Traces of a break-in and a missing ancient Roman artefact suggest a burglary gone bad. Chief Superintendent John Houseman wants McDonald to wrap up the investigation quickly and to push Dodds into early retirement. The biggest pressure actually comes from Max Crockett himself and his family. And DS Dodds seems incompatible with the current style of policing. But the little sergeant in a beige anorak, who dips his chips in butter, has a keen eye for details. Things like a hat, a light bulb, a peregrine falcon and a wet stone step.

McDonald & Dodds -formerly Invisible - is a 2 x 90-minute mystery drama produced by Mammoth Screen (Endeavour) for ITV. Created and written by Robert Murphy (DCI Banks), it's a most pleasant take on the mismatched detective duo where the crime-solving genius isn't in the foreground. It's also an affectionate homage to Columbo in a setting reminiscent of Inspector Morse's Oxford. The brilliant Jason Watkins (The Crown, The Lost Honour of Christopher Jefferies) is Dodds, the unassuming DS with no first name.

« He, er... He makes annoying things disappear.
- Not all of them! »

The very good Tala Gouveia (Cold Feet) brings a touch of subtlety to the efficiency-seeking DCI McDonald. Other regulars are Pearl Chanda (DC Laura Simpson), Jack Riddiford (DC Darren Craig) and the excellent James Murray (Cucumber, Primeval) as the very politician Chief Superintendent Houseman. In The Fall of The House of Crockett, directed by Richard Senior, guest star Robert Lindsay (My Family) plays the manipulative Crockett, a shakespearean version of James Dyson or Alan Sugar.

With Natalie Mendoza (Mathilde Crockett), Sebastian Knapp (Seth Murdoch), Rosalie Craig (Megan Wattal), Susannah Fielding (Tamara Valentine), Jack Ashton (Jack Valentine), Roger Evans (Mikey Wallace), Navin Chowdhry (Pete Wattal), Ellie Kendrick (Ellie Crockett) and Cassie Bradley (Kasha Perry). Produced by Amy Thurgood. Co-produced by Sarah Lewis. Exec produced by Preethi Mavahalli, Robert Murphy and Damien Timmer.

Music by Blair Mowat (Happy!). Cinematography by Giulio Biccari. Editing by Meredith Leece. Titles by Liquid TV. Distributed by ITV Studios.
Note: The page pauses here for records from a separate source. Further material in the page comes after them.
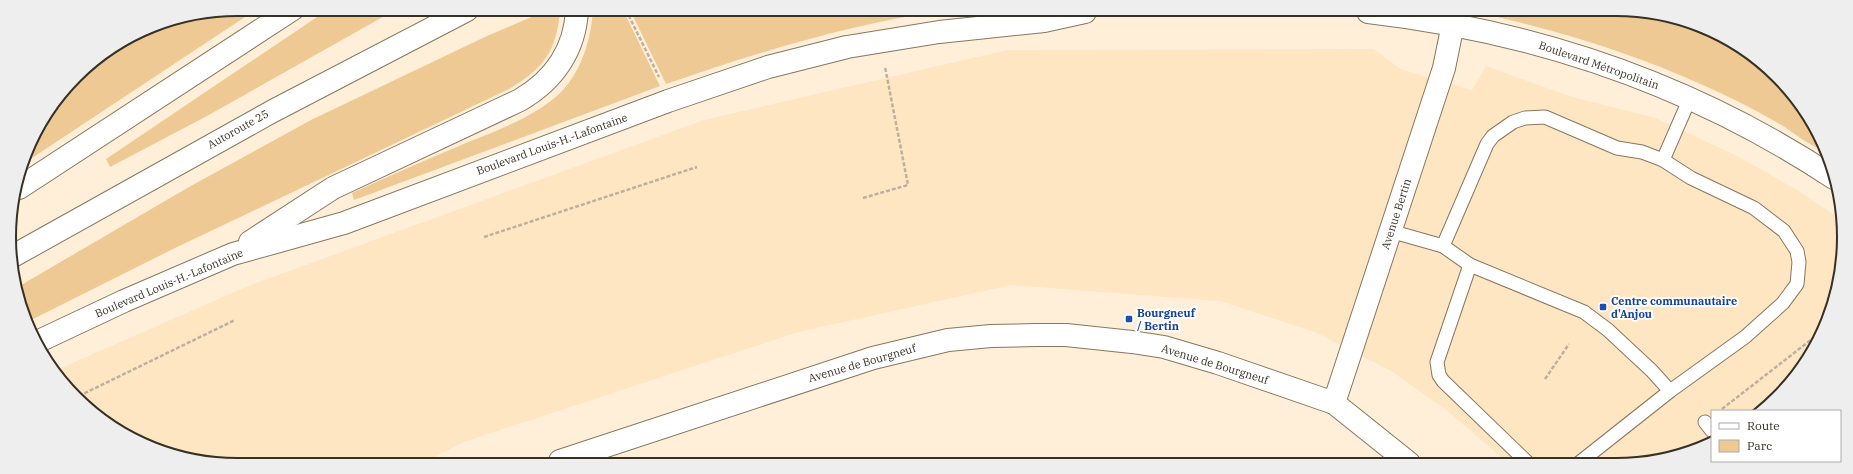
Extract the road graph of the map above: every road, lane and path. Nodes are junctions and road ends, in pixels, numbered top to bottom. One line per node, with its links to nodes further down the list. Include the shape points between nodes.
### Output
1 (282, 16): 14 (main road)
2 (455, 16): 19 (main road, Autoroute 25, via 273,110)
3 (576, 16): 20 (main road, via 568,51 560,66 536,90 520,100 333,188)
4 (629, 16): 9 (path)
5 (1067, 16): 20 (main road, Boulevard Louis-H.-Lafontaine, via 847,46 768,67 668,100 344,223)
6 (1396, 16): 7 (main road, Boulevard Métropolitain)
7 (1453, 24): 10 (main road, Boulevard Métropolitain, via 1564,51 1629,72); 16 (main road, Avenue Bertin, via 1444,68)
8 (885, 66): 15 (path, via 908,185)
9 (659, 78)
10 (1690, 98): 11 (lane); 13 (main road, Boulevard Métropolitain, via 1774,141)
11 (1663, 160): 18 (lane, via 1642,152 1617,148 1545,117 1525,118 1512,122 1502,128 1488,144); 27 (lane, via 1691,178 1737,199 1766,216 1792,241 1799,262 1796,284 1783,303 1739,342)
12 (697, 167): 17 (path)
13 (1827, 174)
14 (23, 185)
15 (863, 198)
16 (1390, 231): 18 (lane); 29 (main road, Avenue Bertin)
17 (484, 237)
18 (1443, 246): 21 (lane)
19 (16, 254)
20 (233, 254): 24 (main road, Boulevard Louis-H.-Lafontaine)
21 (1470, 265): 27 (lane, via 1584,312 1613,335); 33 (lane, via 1437,362 1439,375)
22 (235, 320): 28 (path)
23 (1812, 338): 30 (path)
24 (42, 340)
25 (1569, 344): 26 (path)
26 (1545, 379)
27 (1670, 391): 34 (lane)
28 (82, 394)
29 (1334, 403): 31 (main road, Avenue de Bourgneuf, via 1218,363 1164,348 1066,335 990,336 948,340 873,358); 32 (main road, Avenue de Bourgneuf)
30 (1721, 410)
31 (569, 458)
32 (1403, 458)
33 (1523, 458)
34 (1585, 458)

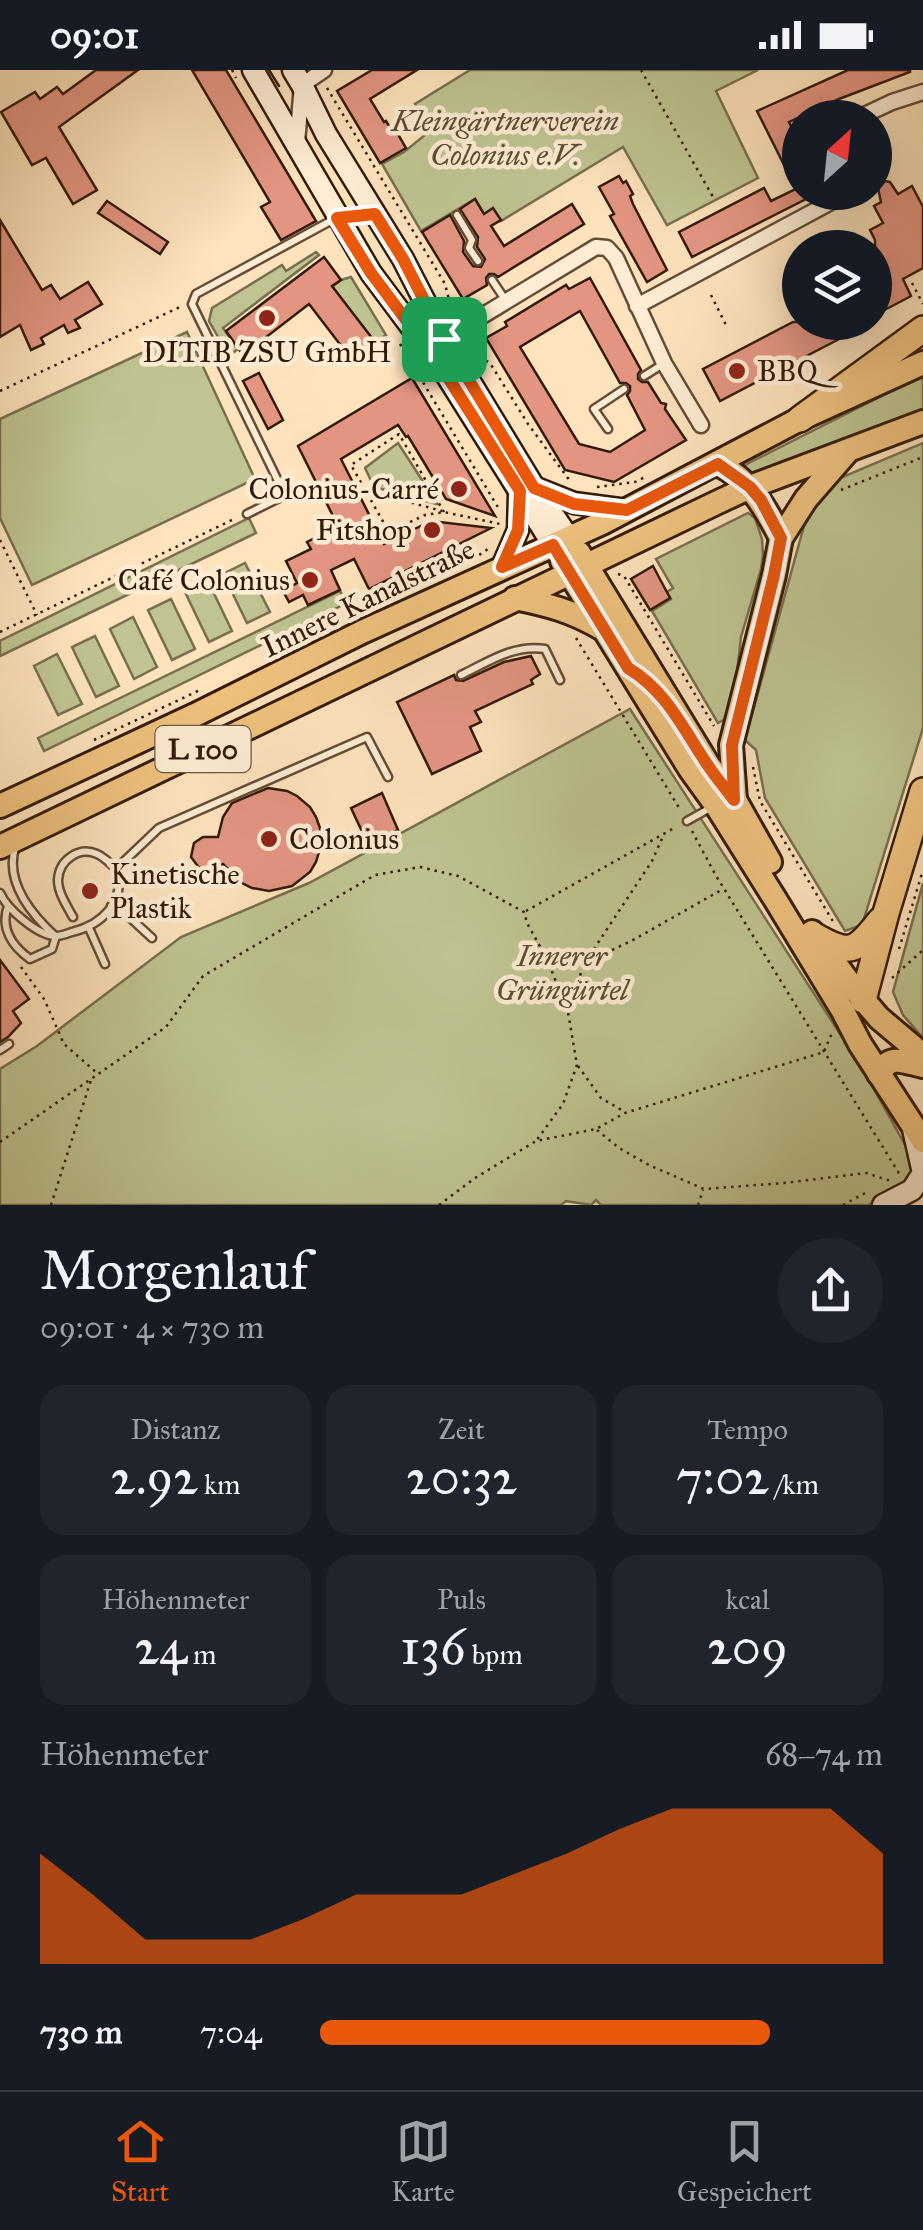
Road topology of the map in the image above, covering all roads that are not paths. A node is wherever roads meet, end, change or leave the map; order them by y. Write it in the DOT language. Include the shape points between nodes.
graph roads {
  1 [pos="254,70"];
  2 [pos="309,75"];
  3 [pos="923,92"];
  4 [pos="892,102"];
  5 [pos="297,143"];
  6 [pos="816,210"];
  7 [pos="375,214"];
  8 [pos="457,215"];
  9 [pos="337,218"];
  10 [pos="403,259"];
  11 [pos="478,261"];
  12 [pos="371,273"];
  13 [pos="492,280"];
  14 [pos="506,302"];
  15 [pos="636,306"];
  16 [pos="923,328"];
  17 [pos="451,335"];
  18 [pos="664,363"];
  19 [pos="923,364"];
  20 [pos="644,376"];
  21 [pos="624,389"];
  22 [pos="800,419"];
  23 [pos="923,422"];
  24 [pos="701,426"];
  25 [pos="608,429"];
  26 [pos="849,451"];
  27 [pos="718,464"];
  28 [pos="750,487"];
  29 [pos="527,489"];
  30 [pos="627,510"];
  31 [pos="247,514"];
  32 [pos="781,538"];
  33 [pos="561,541"];
  34 [pos="502,567"];
  35 [pos="578,569"];
  36 [pos="516,598"];
  37 [pos="603,630"];
  38 [pos="628,668"];
  39 [pos="461,675"];
  40 [pos="560,680"];
  41 [pos="678,716"];
  42 [pos="388,777"];
  43 [pos="923,791"];
  44 [pos="9,802"];
  45 [pos="725,802"];
  46 [pos="0,817"];
  47 [pos="687,821"];
  48 [pos="22,836"];
  49 [pos="0,847"];
  50 [pos="116,869"];
  51 [pos="0,894"];
  52 [pos="8,906"];
  53 [pos="111,906"];
  54 [pos="886,914"];
  55 [pos="73,917"];
  56 [pos="89,928"];
  57 [pos="56,936"];
  58 [pos="815,936"];
  59 [pos="152,938"];
  60 [pos="105,964"];
  61 [pos="863,1000"];
  62 [pos="10,1044"];
  63 [pos="860,1044"];
  64 [pos="0,1050"];
  65 [pos="923,1055"];
  66 [pos="923,1066"];
  67 [pos="879,1074"];
  68 [pos="917,1131"];
  69 [pos="878,1197"];
  1 -- 5 [label="main road"];
  2 -- 5 [label="street"];
  2 -- 7 [label="main road" via="326,134"];
  3 -- 4 [label="street"];
  5 -- 9 [label="main road"];
  6 -- 15 [label="street"];
  7 -- 9 [label="main road"];
  7 -- 10 [label="main road"];
  8 -- 11 [label="lane"];
  9 -- 12 [label="main road"];
  9 -- 31 [label="lane" via="196,294 192,304 280,485 279,498"];
  10 -- 12 [label="main road" via="383,258"];
  10 -- 17 [label="main road"];
  12 -- 29 [label="main road"];
  13 -- 14 [label="lane"];
  14 -- 15 [label="street" via="596,247 616,258"];
  14 -- 17 [label="street"];
  15 -- 18 [label="street"];
  16 -- 22 [label="highway, L 100"];
  17 -- 29 [label="main road"];
  18 -- 20 [label="lane"];
  18 -- 24 [label="street"];
  19 -- 22 [label="main road, Innere Kanalstraße / L 100"];
  21 -- 25 [label="lane" via="594,409"];
  22 -- 27 [label="main road, Innere Kanalstraße / L 100"];
  23 -- 26 [label="main road, L 100"];
  26 -- 28 [label="main road, L 100"];
  26 -- 32 [label="main road"];
  27 -- 28 [label="main road"];
  27 -- 30 [label="main road, Innere Kanalstraße / L 100"];
  28 -- 32 [label="main road"];
  28 -- 35 [label="main road, L 100"];
  29 -- 30 [label="main road" via="574,504"];
  29 -- 33 [label="main road"];
  29 -- 34 [label="main road"];
  30 -- 33 [label="main road, Innere Kanalstraße / L 100"];
  32 -- 45 [label="main road" via="728,744"];
  33 -- 34 [label="main road, Innere Kanalstraße / L 100"];
  33 -- 35 [label="main road"];
  34 -- 44 [label="main road, Innere Kanalstraße / L 100"];
  35 -- 36 [label="main road, L 100"];
  35 -- 37 [label="main road"];
  35 -- 41 [label="main road"];
  36 -- 37 [label="main road" via="556,606"];
  36 -- 48 [label="main road, L 100"];
  37 -- 38 [label="main road"];
  38 -- 41 [label="lane"];
  38 -- 45 [label="main road" via="690,769"];
  39 -- 40 [label="lane" via="530,647 545,649"];
  41 -- 45 [label="main road"];
  42 -- 50 [label="lane" via="367,737 159,828"];
  43 -- 54 [label="highway"];
  44 -- 46 [label="main road"];
  45 -- 47 [label="lane"];
  45 -- 58 [label="main road"];
  45 -- 63 [label="main road"];
  48 -- 49 [label="main road, L 100"];
  48 -- 57 [label="lane" via="13,850 13,880"];
  50 -- 53 [label="lane" via="120,887"];
  50 -- 55 [label="lane" via="95,852 69,856 58,886"];
  51 -- 52 [label="lane"];
  52 -- 57 [label="lane" via="40,932"];
  52 -- 57 [label="lane" via="5,931 30,959 52,950"];
  53 -- 56 [label="lane"];
  53 -- 59 [label="lane"];
  54 -- 58 [label="highway" via="850,950"];
  54 -- 61 [label="highway"];
  56 -- 57 [label="lane"];
  56 -- 60 [label="lane"];
  58 -- 61 [label="main road"];
  61 -- 63 [label="main road"];
  61 -- 65 [label="main road"];
  62 -- 64 [label="lane"];
  63 -- 67 [label="main road"];
  66 -- 67 [label="main road" via="894,1060"];
  67 -- 68 [label="main road"];
  68 -- 69 [label="main road" via="923,1172 912,1190"];
}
With its likeable sleuths, its well-crafted plots, great dialogues and a talented cast, McDonald & Dodds has all to please the amateurs of the genre and (of course) the fans of Lieutenant Columbo around the world. It would be pure gold for France 3, the Gaullic home of Vera or Midsomer Murders.

« I suppose I've always been, erm... invisible. »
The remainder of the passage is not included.